SINGAPORE - CapitaLand will combine Ascott Residence Trust (Ascott Reit) and Ascendas Hospitality Trust (A-H Trust) to make the largest hospitality trust in the Asia-Pacific and the eighth biggest globally, with a total asset value of $7.6 billion.
The combined entity will keep the name Ascott Residence Trust (Ascott Reit) and will have a total asset value of $7.6 billion, the companies announced on Wednesday (July 3).
The merger creates an enlarged portfolio of 88 properties with more than 16,000 units in 39 cities and 15 countries across the Asia-Pacific, Europe and the United States.
It will also diversify Ascott Reit's global portfolio and give it access to the cities of Brisbane and Seoul.
"With access to a larger capital base and a higher debt headroom of about $1 billion, we will have greater financial flexibility to seek more accretive acquisitions and value enhancements," said Bob Tan, Ascott Residence Trust Management Limited's chairman.
"The combined entity can then be strategically positioned to potentially enjoy a positive re-rating of the unit price and gain a wider investor base, which would be beneficial to all our unitholders."
The consideration for the proposed merger is about $1.2 billion, comprising $61.8 million in cash and 902.8 million new units of the new enlarged entity, Ascott Reit-BT.

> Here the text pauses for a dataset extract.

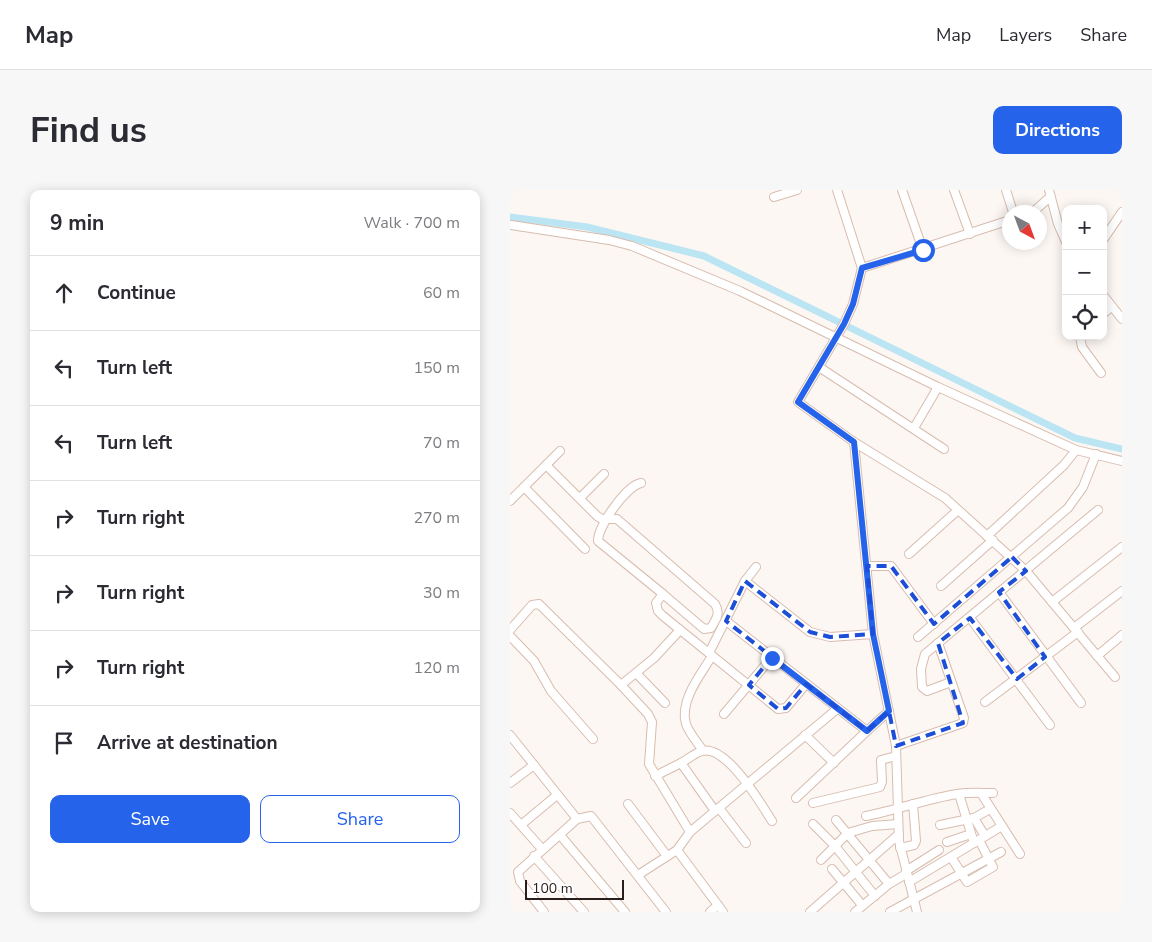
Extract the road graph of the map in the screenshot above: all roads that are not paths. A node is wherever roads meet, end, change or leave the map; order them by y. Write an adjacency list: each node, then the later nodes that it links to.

Through a trust scheme of arrangement, Ascott Reit will acquire all A-H Trust units for $1.0868 per unit, comprising $0.0543 in cash and 0.7942 Ascott Reit-BT units issued at a price of $1.30.
The merger follows calls from activist fund Quarz Capital Management, a long-term shareholder of A-H Trust, to merge both entities.
Regarding the direct conflict in the two hospitality trusts' overlapping mandates, CapitaLand group chief executive Lee Chee Koon had told shareholders in April that one of the ways to resolve it was through a merger.
A-H Trust consists of Ascendas Hospitality Real Estate Investment Trust (A-H Trust Reit) and Ascendas Hospitality Business Trust (A-H Trust BT).
It was owned by Temasek subsidiary Ascendas-Singbridge, which CapitaLand agreed to acquire in January. CapitaLand completed that acquisition on Monday.
CapitaLand owns about 45 per cent and 28 per cent of units in Ascott Reit and A-HTrust respectively.
Once the merger deal is completed, CapitaLand expects to have a 40.2 per cent stake in Ascott Reit-BT.
Ascott Reit will create a new entity called Ascott Hospitality Business Trust (Ascott BT), with all of Ascott Reit's units combined with Ascott BT units to form a stapled trust, Ascott Reit-BT.
A-H Trust becomes an unstapled trust, with Ascott Reit acquiring all A-H Trust Reit units and Ascott BT acquiring all A-H Trust BT units.
A-H Trust will delist following the merger.
The proposed deal will be distribution per unit (DPU) accretive on a historical pro forma basis for both Ascott Reit unitholders and A-H Trust stapled unitholders.
The pro forma DPU for Ascott Reit would have increased to 7.34 Singapore cents, up 2.5 per cent from 7.16 Singapore cents, and the DPU for A-H Trust would have increased to 6.14 Singapore cents, up 1.8 per cent from 6.03 Singapore cents.
The proposed transaction is subject to approval of Ascott Reit unitholders and A-H Trust stapled unitholders at their respective extraordinary general meetings and scheme meetings expected to be held by this year, the companies said.
Citigroup Global Markets Singapore and Morgan Stanley Asia (Singapore) are financial advisers to the managers of Ascott Reit and A-H Trust respectively for the proposed deal.
Allen & Gledhill LLP and WongPartnership LLP are legal counsels to the managers of Ascott Reit and A-H Trust respectively.
CapitaLand shares closed down two Singapore cents or 0.5 per cent at $3.63, Ascott Reit closed up $0.01 or 0.8 per cent at $1.31, and A-H Trust closed flat at $0.975 on Tuesday.
Ascott Reit and A-HTrust both called for trading halts on Wednesday morning, and they requested to lift the halts half an hour before the SGX noon trading break.
Correction note: The article has been edited to reflect the correct name of the combined entity. We are sorry for the error.